Hypnosis Proves Strong Mind/Body Medicine

Depiction of a 19th Century school of hypnosis.

Hypnosis ranks alongside the placebo as among the most potentially effective mind/body medicines. The hypnotic trance, however, empowers the mind to control the body and can modify the messages the body sends to the mind.

“It has been used to counter the nausea of pregnancy and chemotherapy; dental and test-taking anxiety; pain associated with surgery, root canal treatment and childbirth; fear of flying and public speaking; compulsive hair-pulling; and intractable hiccups, among many other troublesome health problems,” according to an article this week in the New York Times.

Among the doctors the Times interviewed was Roberta Temes, a clinical hypnotist in Scotch Plains, N.J., who explains that hypnosis cannot make people do anything they don’t want to do. It can succeed only in helping people make changes they desire.

She’s the author of The Complete Idiot’s Guide to Hypnosis, and points out that you may not even have to be face to face with a hypnotist to benefit medically. She said hypnosis can be helpful even if done with a cassette tape or CD, or by telephone. Some good CDs and tapes are available online at The Hypnosis Network.

While not everyone is easily hypnotized, nearly everyone can slip into a therapeutic trance, Dr. Temes told the Times. One of her patients, Dr. Susan Clarvit, a New York psychiatrist, thought she could not be hypnotized — she believed she was too scientific, too rational a person.

“But I was desperate,” Dr. Clarvit said in an interview. “I was pregnant with my second child and too nauseated to be alive. Dr. Temes asked me what I held most often, and I said a pen. She hypnotized me so that when I held a pen I had an overall feeling of wellness. I held a pen all the time, even while driving, and didn’t feel nauseated.”

Under hypnosis, Dr. Clarvit was given a posthypnotic suggestion that linked holding a pen to feeling well. Such suggestions enable people to practice a new, desired behavior after being brought out of the trance.
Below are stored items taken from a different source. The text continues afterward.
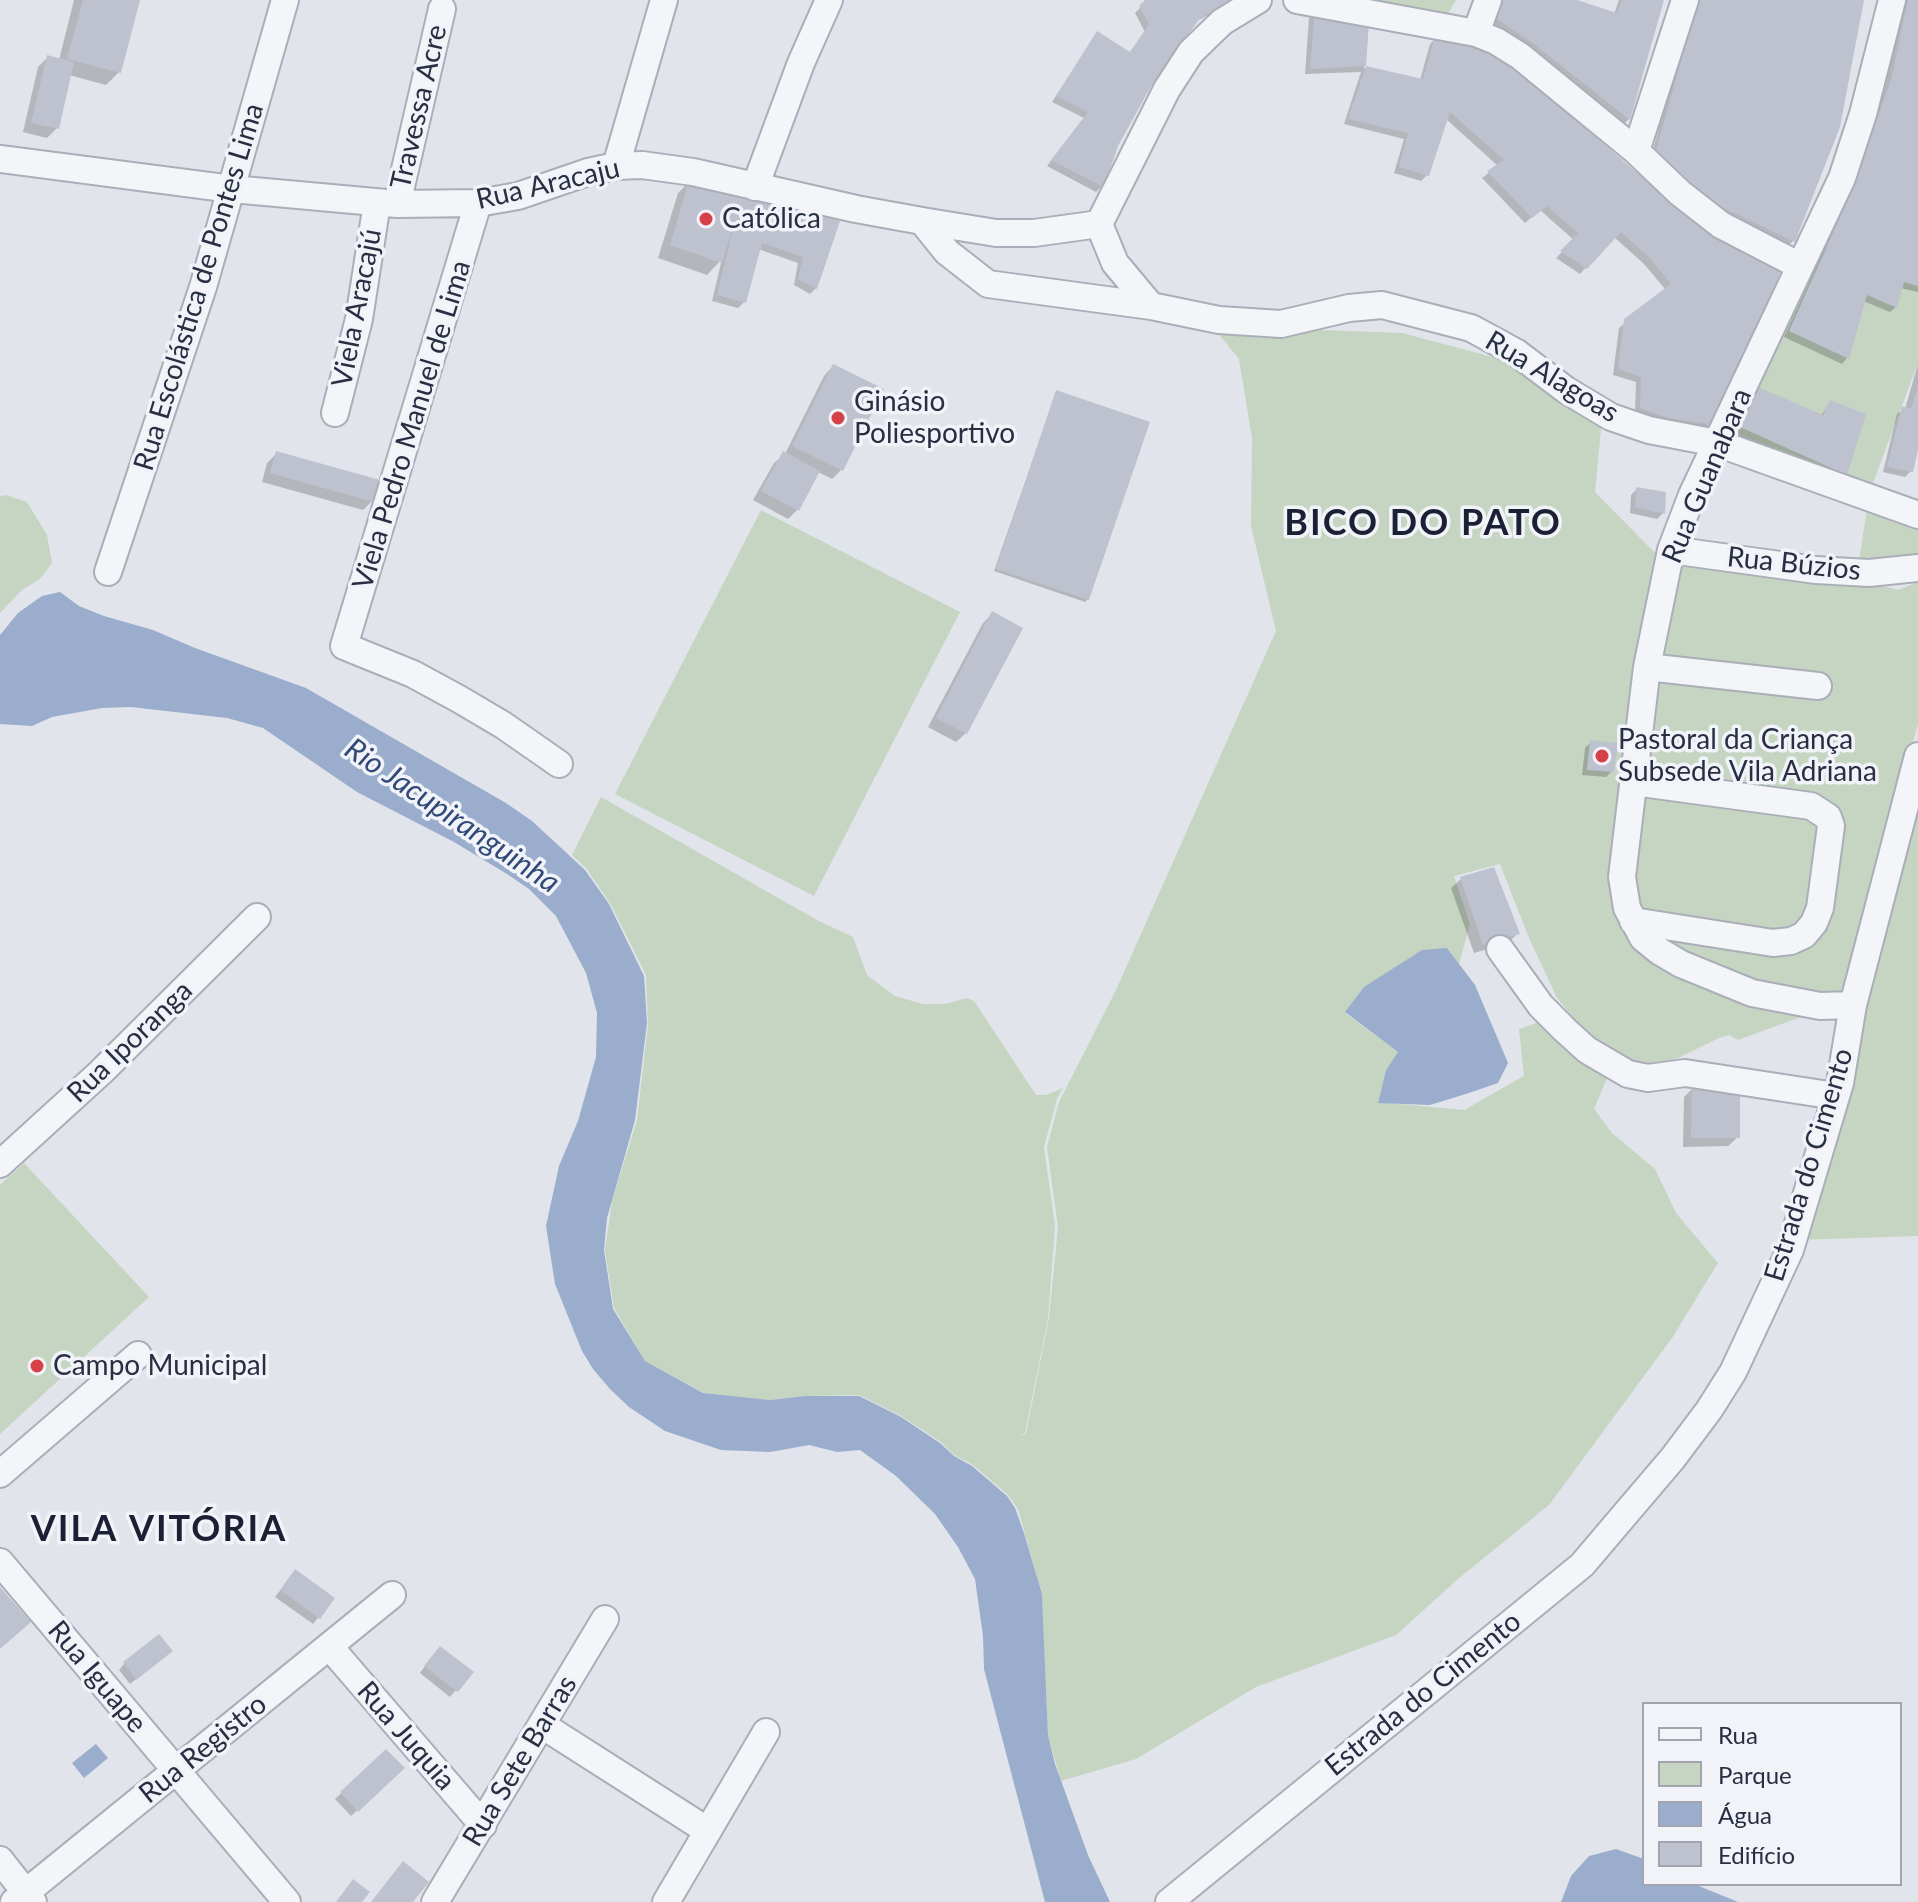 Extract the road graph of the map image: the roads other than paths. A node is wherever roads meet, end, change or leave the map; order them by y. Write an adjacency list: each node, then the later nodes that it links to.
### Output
1 (285, 0): 15 (street, Rua Escolástica de Pontes Lima)
2 (664, 0): 13 (street)
3 (829, 0): 14 (street)
4 (1258, 0): 19 (street)
5 (1297, 0): 10 (street)
6 (1488, 0): 10 (street)
7 (1685, 0): 11 (street)
8 (1892, 0): 20 (street, Rua Guanabara)
9 (442, 9): 17 (street, Travessa Acre)
10 (1476, 33): 11 (street)
11 (1636, 151): 20 (street)
12 (0, 159): 15 (street, Rua Aracaju)
13 (616, 166): 14 (street, Rua Aracaju); 16 (street, Rua Aracaju)
14 (755, 187): 18 (street, Rua Aracaju)
15 (232, 189): 17 (street, Rua Aracaju); 27 (street, Rua Escolástica de Pontes Lima)
16 (478, 203): 17 (street, Rua Aracaju); 31 (street, Viela Pedro Manuel de Lima)
17 (387, 204): 22 (street, Viela Aracajú)
18 (922, 221): 19 (street, Rua Aracaju); 21 (street, Rua Alagoas)
19 (1099, 224): 21 (street)
20 (1800, 266): 23 (street, Rua Guanabara)
21 (1151, 306): 23 (street, Rua Alagoas)
22 (335, 413)
23 (1717, 443): 24 (street, Rua Alagoas); 25 (street, Rua Guanabara)
24 (1918, 515)
25 (1671, 550): 26 (street, Rua Búzios); 28 (street, Rua Guanabara)
26 (1918, 568)
27 (108, 572)
28 (1647, 667): 29 (street); 32 (street, Rua Guanabara)
29 (1818, 686)
30 (1918, 756): 36 (street, Estrada do Cimento)
31 (559, 764)
32 (1634, 782): 34 (street, Rua Guanabara); 34 (street)
33 (257, 917): 38 (street, Rua Iporanga)
34 (1633, 921): 36 (street, Rua Guanabara)
35 (1500, 949): 37 (street)
36 (1853, 1005): 37 (street, Estrada do Cimento)
37 (1836, 1096): 55 (street, Estrada do Cimento)
38 (0, 1164)
39 (138, 1355): 40 (street)
40 (0, 1474)
41 (0, 1562): 47 (street, Rua Iguape)
42 (392, 1595): 44 (street, Rua Registro)
43 (605, 1619): 45 (street, Rua Sete Barras)
44 (329, 1646): 47 (street, Rua Registro); 48 (street, Rua Juquia)
45 (542, 1725): 48 (street, Rua Sete Barras); 49 (street)
46 (766, 1732): 49 (street)
47 (176, 1771): 51 (street, Rua Registro); 52 (street, Rua Iguape)
48 (483, 1825): 53 (street, Rua Sete Barras)
49 (708, 1831): 54 (street)
50 (0, 1860): 51 (street)
51 (24, 1899)
52 (287, 1902)
53 (435, 1902)
54 (666, 1902)
55 (1169, 1902)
As with any other profession, some hypnotherapists are more talented than others. Dr. Temes said word-of-mouth may be the best way to find someone practiced in hypnosis for the kind of problem you’re trying to solve. Also helpful is the American Society of Clinical Hypnosis, at www.asch.net, which maintains a referral list of therapists, both certified and not, by location and specialty.